# Festplatte wurde plötzlich langsam



## Geopard82 (30. Januar 2009)

*Festplatte wurde plötzlich langsam*

Hallo,

ich habe vor einer Woche mein Laptop (Acer 1690, WindowsXP SP3, 2GB DDR2) mit einer neuen Festplatte (160GB, Samsung HM160HC, IDE, mit NTFS formatiert) aufgerüstet. Das hat alles wunderbar funktioniert und ich habe mittels "HD Tune" auch aus interesse die Geschwindigkeit ermittelt:
z.B.: Transferrate Max [MB/s]:        64.4
        Transferrate Average [MB/s]:  49.1

Nach ca. 1 Woche fiel mir auf, dass Spiele ruckelten, obwohl die FPS > 40 waren und die CPU-Auslastung auf dem Desktop oft bei 20% lag, obwohl keine unüblichen Programme ausgeführt wurden. Auch der Taskmanager zeigt in der Prozess-Übersicht seltsamerweise ca. 95% "Leerlaufprozess" an.
Ein erneuter Geschwindigkeitstest brachte den Grund zum Vorschein: Die Festplatte. Die oben erwähnte maximale Transferrate lag nur noch bei 2.2 MB/s. 

Googeln brachte mich auf die Idee, dass die Festplatte im "PIO-Modus" und nicht mehr im "DMA-Modus" betrieben wird. Nachdem ich den "Primäre IDE-Kanal" deinstalliert und den Laptop neu gestartet hatte (wurde automatisch wieder neu installiert), läuft die Festplatte wieder mit normaler Geschwindigkeit.  Die SMART-Werte sind so weit ich das beurteilen kann auch in Ordnung.

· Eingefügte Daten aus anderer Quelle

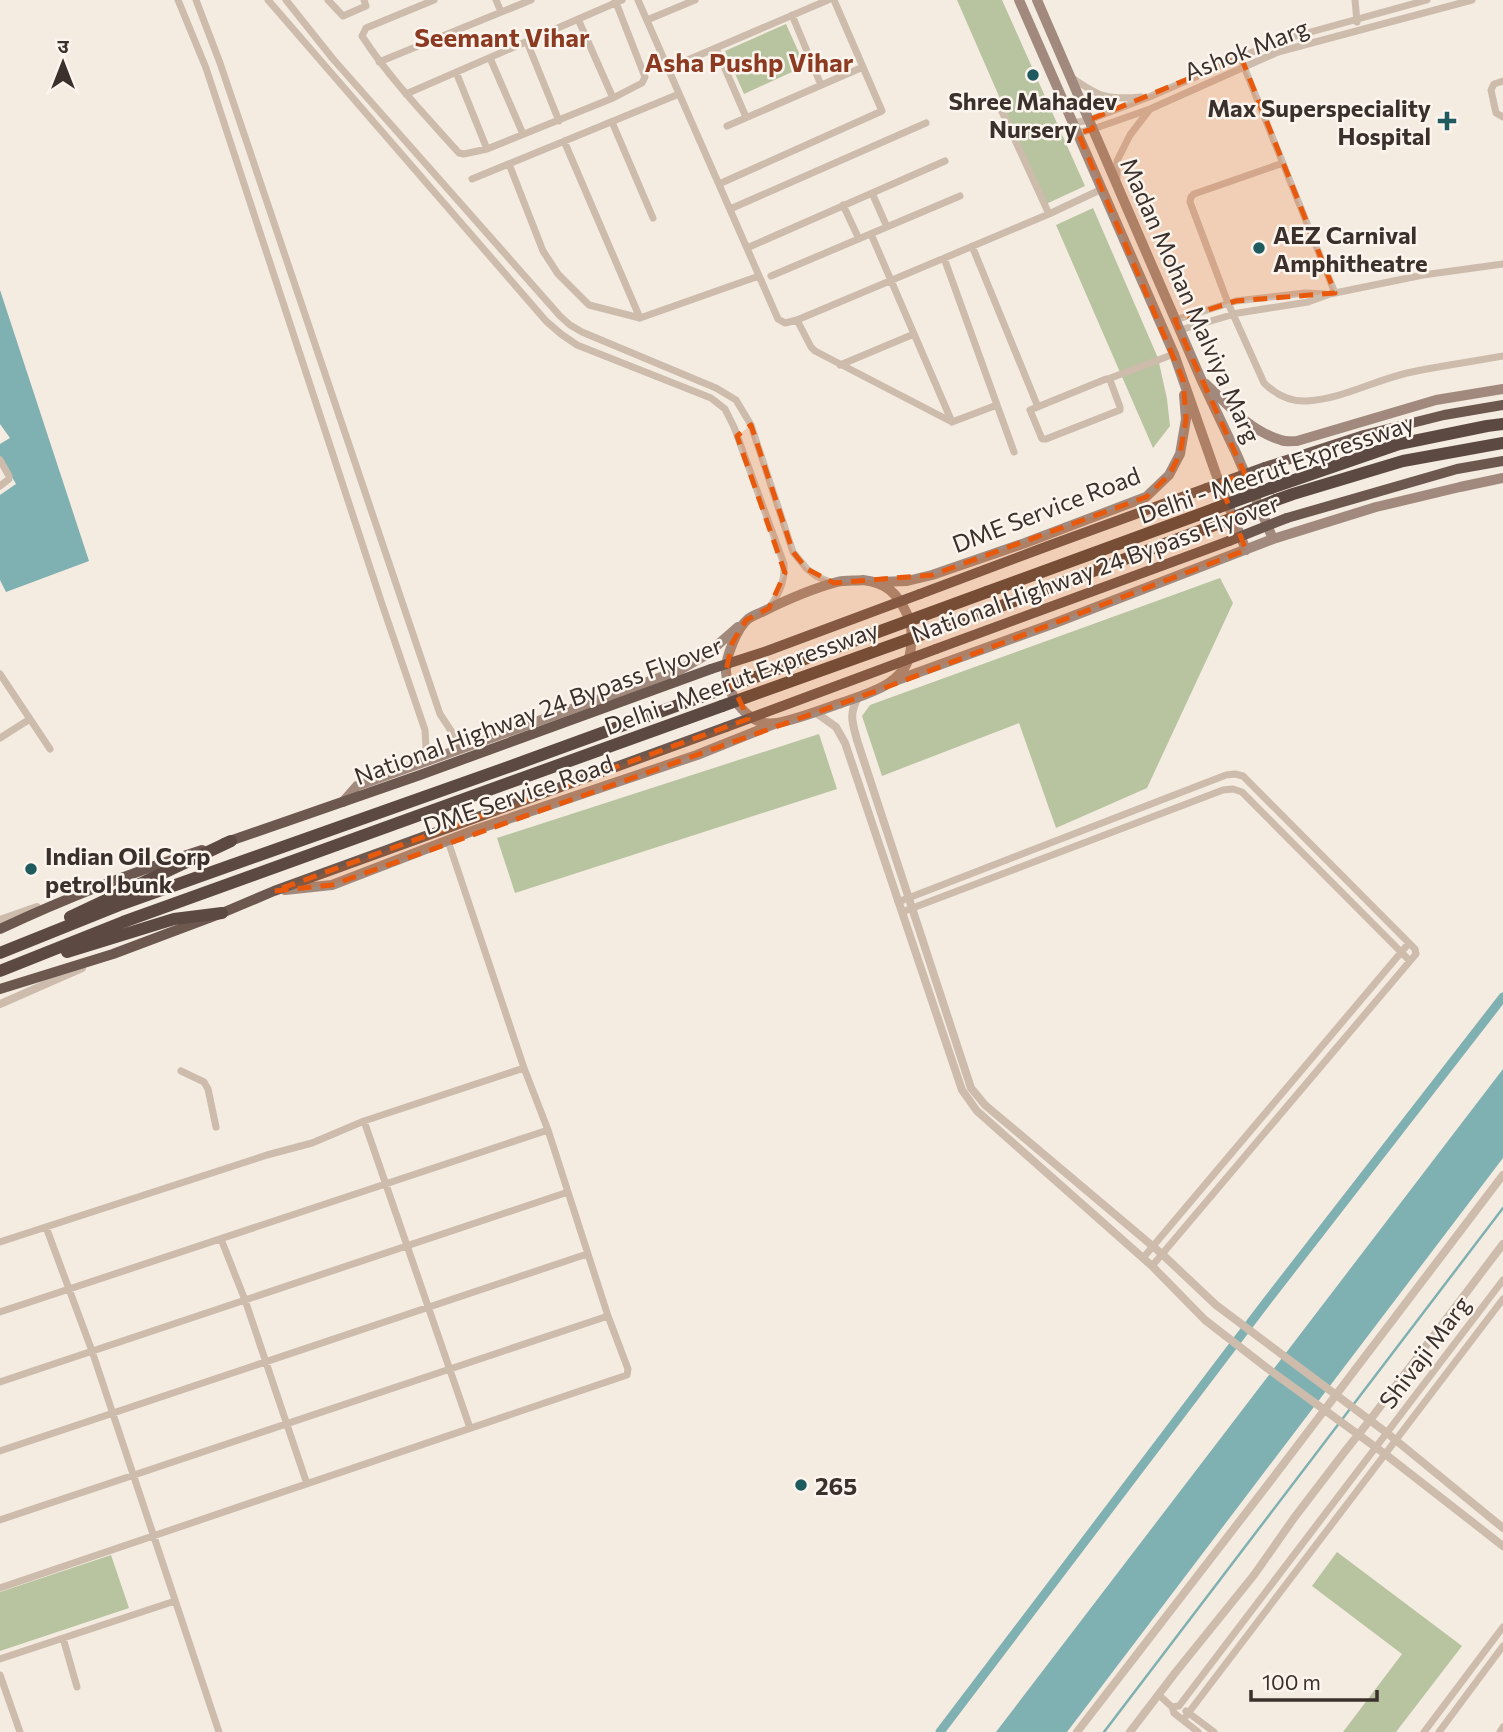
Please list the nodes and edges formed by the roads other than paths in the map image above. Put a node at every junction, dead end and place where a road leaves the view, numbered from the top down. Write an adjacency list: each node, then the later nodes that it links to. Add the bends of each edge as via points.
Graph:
1 (178, 0): 122 (street, via 206,68 425,730)
2 (196, 0): 121 (street, via 440,714)
3 (268, 0): 99 (street, via 547,321 578,345 711,398 725,409)
4 (286, 0): 98 (street, via 570,326 716,388 736,400)
5 (328, 0): 6 (street, via 343,16 366,6)
6 (364, 0)
7 (434, 0): 31 (street, via 363,31)
8 (496, 0): 21 (street)
9 (531, 0): 21 (street)
10 (638, 0): 25 (street)
11 (695, 0): 25 (street)
12 (828, 0): 22 (street)
13 (834, 0): 32 (street)
14 (1019, 0): 52 (main road, Madan Mohan Malviya Marg)
15 (1037, 0): 36 (main road, Madan Mohan Malviya Marg)
16 (1355, 0): 24 (street)
17 (1427, 0): 20 (street, Ashok Marg)
18 (1472, 0): 26 (street, Ashok Marg)
19 (617, 1): 23 (street); 42 (street, via 645,77 640,86)
20 (1405, 3): 24 (street, Ashok Marg)
21 (501, 12): 31 (street)
22 (792, 15): 28 (street); 38 (street)
23 (578, 19): 27 (street); 42 (street)
24 (1357, 19): 26 (street); 29 (street, Ashok Marg, via 1278,41)
25 (647, 20): 34 (street)
26 (1357, 30): 33 (street, Ashok Marg, via 1278,52)
27 (527, 42): 30 (street); 47 (street)
28 (716, 48): 34 (street); 45 (street)
29 (1241, 57): 33 (street); 41 (street, Ashok Marg)
30 (491, 58): 35 (street); 53 (street)
31 (379, 62): 39 (street)
32 (863, 66): 38 (street); 60 (street, via 882,111)
33 (1245, 67): 44 (street, Ashok Marg); 57 (street)
34 (669, 68): 40 (street)
35 (456, 72): 39 (street); 55 (street)
36 (1070, 77): 41 (street, via 1108,98); 51 (main road, Madan Mohan Malviya Marg)
37 (1503, 81): 46 (street, via 1490,90 1496,113)
38 (821, 85): 45 (street)
39 (406, 94): 55 (street, via 459,153)
40 (679, 94): 48 (street); 60 (street)
41 (1149, 97): 51 (street, Ashok Marg)
42 (613, 99): 47 (street)
43 (998, 103): 67 (street)
44 (1150, 109): 51 (street, Ashok Marg); 61 (street, via 1117,161)
45 (746, 117): 50 (street)
46 (1503, 117)
47 (559, 121): 53 (street)
48 (612, 122): 54 (street); 68 (street)
49 (926, 123): 66 (street)
50 (727, 125)
51 (1091, 125): 52 (street, Ashok Marg); 61 (main road, Madan Mohan Malviya Marg)
52 (1076, 128): 62 (main road, Madan Mohan Malviya Marg)
53 (523, 134): 55 (street)
54 (564, 141): 58 (street); 82 (street)
55 (487, 149)
56 (945, 161): 63 (street)
57 (1283, 163): 79 (street); 80 (street, via 1190,199)
58 (509, 164): 59 (street); 82 (street, via 543,251 558,274 589,305)
59 (472, 179)
60 (719, 184): 66 (street)
61 (1117, 185): 84 (main road, Madan Mohan Malviya Marg)
62 (1102, 189): 67 (street); 86 (main road, Madan Mohan Malviya Marg)
63 (872, 193): 65 (street); 69 (street)
64 (960, 196): 69 (street)
65 (844, 205): 71 (street); 73 (street)
66 (730, 209): 73 (street)
67 (1049, 214): 72 (street)
68 (653, 218)
69 (887, 227): 70 (street)
70 (871, 234): 71 (street); 78 (street)
71 (859, 239): 77 (street)
72 (972, 246): 74 (street); 95 (street)
73 (747, 248): 76 (street)
74 (944, 258): 78 (street); 93 (street)
75 (1503, 264): 79 (street)
76 (759, 276): 82 (street); 83 (street, via 778,319 785,323)
77 (771, 276)
78 (891, 280): 83 (street); 85 (street)
79 (1332, 293): 80 (street); 81 (street, via 1308,302)
80 (1227, 303): 81 (street); 84 (street)
81 (1233, 315): 84 (street); 87 (street, via 1264,383 1286,398 1305,401 1405,374)
82 (640, 318)
83 (797, 320): 88 (street, via 813,349)
84 (1178, 325): 90 (main road, Madan Mohan Malviya Marg)
85 (914, 334): 88 (street); 96 (street)
86 (1174, 354): 89 (street); 91 (main road, Madan Mohan Malviya Marg)
87 (1503, 356)
88 (840, 365): 96 (street)
89 (1108, 379): 95 (street); 95 (street, via 1120,410 1044,439 1030,411)
90 (1201, 379): 92 (main road, via 1239,416 1282,441 1305,439 1436,400); 107 (main road, Madan Mohan Malviya Marg)
91 (1183, 380): 108 (main road, Madan Mohan Malviya Marg); 109 (main road, DME Service Road, via 1186,419 1180,454 1169,475 1146,497 932,575)
92 (1503, 389)
93 (997, 405): 96 (street); 101 (street)
94 (1503, 405): 123 (highway, National Highway 24 Bypass Flyover, bridge, via 1377,432 1265,467)
95 (1038, 407)
96 (952, 422)
97 (1503, 424): 106 (highway, Delhi - Meerut Expressway, via 1399,444)
98 (751, 425): 99 (street); 110 (street, via 793,552 816,576)
99 (737, 436): 111 (street, via 784,565 783,584)
100 (1503, 443): 106 (highway, Delhi - Meerut Expressway, via 1403,461 1293,494)
101 (1014, 452)
102 (0, 460): 105 (street, via 9,476)
103 (1503, 461): 126 (highway, National Highway 24 Bypass Flyover, bridge, via 1457,469 1287,518)
104 (1503, 478): 107 (main road, via 1376,507)
105 (0, 486)
106 (1274, 494): 136 (highway, Delhi - Meerut Expressway, bridge, via 1214,509); 140 (highway, Delhi - Meerut Expressway, bridge, via 1220,523 993,609 123,922)
107 (1273, 540): 108 (main road)
108 (1246, 550): 114 (main road)
109 (877, 582): 110 (main road); 114 (main road, via 900,600 912,626 911,657 901,674)
110 (834, 583): 111 (main road)
111 (769, 608): 112 (main road)
112 (746, 620): 118 (main road, via 732,643 726,671 744,712); 121 (main road, via 706,655 678,671)
113 (0, 674): 117 (street)
114 (888, 683): 115 (main road)
115 (858, 697): 116 (main road); 127 (street, via 852,710 855,730)
116 (815, 712): 118 (main road); 128 (street, via 836,727 845,743)
117 (30, 719): 119 (street); 120 (street)
118 (774, 724): 125 (main road, DME Service Road)
119 (0, 738)
120 (50, 749)
121 (463, 749): 122 (main road)
122 (422, 763): 123 (main road, via 357,786)
123 (343, 802): 124 (highway, National Highway 24 Bypass Flyover)
124 (231, 841): 129 (highway, National Highway 24 Bypass Flyover, via 151,866); 136 (highway)
125 (448, 841): 126 (main road, DME Service Road, via 332,885); 143 (street)
126 (274, 891): 132 (highway, National Highway 24 Bypass Flyover)
127 (909, 898): 128 (street); 130 (street); 135 (street, via 1234,774 1243,776)
128 (898, 902): 131 (street)
129 (53, 905): 133 (street); 134 (highway, National Highway 24 Bypass Flyover)
130 (912, 908): 131 (street); 137 (street, via 1233,789 1242,792); 156 (street, via 971,1088 985,1105)
131 (902, 912): 159 (street, via 962,1090 977,1111)
132 (222, 913): 138 (highway, National Highway 24 Bypass Flyover); 140 (highway, via 174,919)
133 (0, 920)
134 (0, 929)
135 (1409, 943): 137 (street); 139 (street, via 1416,951)
136 (0, 952)
137 (1401, 952): 139 (street); 156 (street)
138 (113, 954): 141 (highway, National Highway 24 Bypass Flyover); 142 (street)
139 (1410, 961): 158 (street)
140 (0, 972)
141 (0, 989)
142 (0, 1004)
143 (524, 1068): 145 (street); 147 (street)
144 (181, 1071): 146 (street, via 204,1082)
145 (364, 1121): 149 (street); 151 (street, via 313,1143)
146 (216, 1126)
147 (548, 1130): 149 (street); 150 (street)
148 (1503, 1175): 172 (street)
149 (385, 1184): 152 (street); 155 (street)
150 (568, 1192): 155 (street); 157 (street)
151 (46, 1227): 153 (street); 162 (street)
152 (221, 1239): 162 (street); 164 (street)
153 (0, 1242)
154 (1503, 1244): 175 (street)
155 (407, 1246): 164 (street); 165 (street)
156 (1154, 1247): 158 (street); 159 (street)
157 (587, 1254): 165 (street); 167 (street)
158 (1162, 1254): 160 (street); 172 (street, via 1216,1305)
159 (1143, 1258): 160 (street)
160 (1152, 1266): 173 (street, via 1205,1320)
161 (1503, 1280): 178 (street, Shivaji Marg)
162 (70, 1289): 166 (street); 168 (street)
163 (1503, 1299): 180 (street, Shivaji Marg)
164 (245, 1300): 168 (street); 169 (street)
165 (428, 1307): 169 (street); 170 (street)
166 (0, 1312)
167 (608, 1316): 170 (street); 177 (street, via 627,1375)
168 (92, 1351): 171 (street); 174 (street)
169 (266, 1362): 174 (street); 176 (street)
170 (450, 1369): 176 (street); 177 (street)
171 (0, 1382)
172 (1336, 1395): 173 (street); 175 (street)
173 (1324, 1410): 179 (street); 208 (street)
174 (112, 1413): 182 (street); 184 (street)
175 (1370, 1420): 178 (street); 179 (street)
176 (287, 1424): 184 (street); 185 (street)
177 (470, 1428): 185 (street)
178 (1387, 1433): 180 (street); 181 (street, Shivaji Marg)
179 (1358, 1434): 181 (street); 198 (street)
180 (1396, 1440): 183 (street, Shivaji Marg); 187 (street)
181 (1376, 1447): 183 (street); 201 (street, Shivaji Marg)
182 (0, 1451)
183 (1385, 1454): 189 (street); 202 (street, Shivaji Marg)
184 (133, 1475): 186 (street); 188 (street)
185 (307, 1484): 188 (street)
186 (0, 1520)
187 (1503, 1528)
188 (153, 1536): 190 (street); 191 (street)
189 (1503, 1546)
190 (0, 1588)
191 (175, 1601): 193 (street); 205 (street)
192 (1503, 1628): 212 (street)
193 (63, 1638): 195 (street); 197 (street)
194 (1503, 1646): 213 (street)
195 (0, 1659)
196 (0, 1675): 199 (street)
197 (77, 1687)
198 (1159, 1695): 201 (street); 209 (street)
199 (9, 1701): 200 (street); 206 (street)
200 (0, 1704)
201 (1175, 1709): 202 (street); 203 (street)
202 (1188, 1713): 203 (street, Shivaji Marg); 211 (street)
203 (1183, 1720): 210 (street)
204 (1503, 1727): 214 (street)
205 (219, 1730): 207 (street)
206 (20, 1732)
207 (208, 1732)
208 (1077, 1732)
209 (1130, 1732)
210 (1198, 1732)
211 (1214, 1732)
212 (1424, 1732)
213 (1439, 1732)
214 (1500, 1732)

Kann mir jemand eine Ursache für mein Problem nennen? (Habe keine neuen Programme installiert, nur die Windows-Updates gemacht)

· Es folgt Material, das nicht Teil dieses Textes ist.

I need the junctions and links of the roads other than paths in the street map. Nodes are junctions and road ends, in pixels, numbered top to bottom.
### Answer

Kann die Festplatte evtl. defekt sein? (Kann sie noch zurücksckicken)

Vielen Dank für eure Tipps!


----------



## GR-Thunderstorm (30. Januar 2009)

*AW: Festplatte wurde plötzlich langsam*

Hast du im BIOS irgendwelche Einstellmöglichkeiten? Bei mir kann ich glaub ich bei der Betriebsart von HDDs zwischen ein paar Sachen wählen.


----------



## ForgottenRealm (30. Januar 2009)

*AW: Festplatte wurde plötzlich langsam*

Das passiert teilweise bei Windows, egal welches SP drauf ist.

Ist mir vor einigen Jahren auch öfters passiert, wobei ich nie den Grund herausgefunden habe ...

Solltest du im Bios die möglichkeit haben, bei den Festplatten zwischen UDMA und PIO zu wählen (steht standardmäßig auf Auto meistens), dann fixiere mal auf UDMA.


----------



## Geopard82 (30. Januar 2009)

*AW: Festplatte wurde plötzlich langsam*

Danke für eure Antworten. Im BIOS habe ich leider keine Einstell-Möglichkeiten.

Ihr denkt also nicht, dass es etwas mit der Festplatte zu tun hat (hardware-seitig) und sie demnächst ihren Geist aufgibt?


----------



## ForgottenRealm (30. Januar 2009)

*AW: Festplatte wurde plötzlich langsam*

Eher nicht. Dürfte ein Problem von Windows sein.


----------



## james07 (30. Januar 2009)

*AW: Festplatte wurde plötzlich langsam*

glaube auch das es mit Windows zusammen hängt. Ähnlich war es bei meiner SATA Platte trotz Treiber instalation wurde diese auf einmal langsam und alles dauerte ewig. Treiber erneut instaliert und seitdem läuft alles löblich. Windows wird wohl hier und da vergesslich sein. Alzheimer lässt grüßen.


----------



## OctoCore (30. Januar 2009)

*AW: Festplatte wurde plötzlich langsam*

Wenn Windows schwere Fehler im Datenverkehr mit Festplatten feststellt, zählt es die mit und ab einer gewissen Schwelle (keine Ahnung wo die liegt) schaltet es die entsprechende Platte in den PIO-Modus. 
Die Zugriffsfehler werden im Ereignisprotokoll festgehalten. 
Wurde die Platte in den PIO-Modus geschaltet, lohnt sich auch ein Blick in die Datenträgerverwaltung. Möglicherweise ist die Platte als unsicher gebrandmarkt und mit einem Warnzeichen versehen worden. Sie läßt sich dort in den alten Zustand zurück setzen und läuft nach einem Reboot wieder mit DMA.


----------



## Geopard82 (31. Januar 2009)

*AW: Festplatte wurde plötzlich langsam*

Bis jetzt verrichtet die Platte brav ihren Dienst. Falls sich was ändern sollte, melde ich mich wieder hier. 

Nochmal vielen Dank für eure Ratschläge.


----------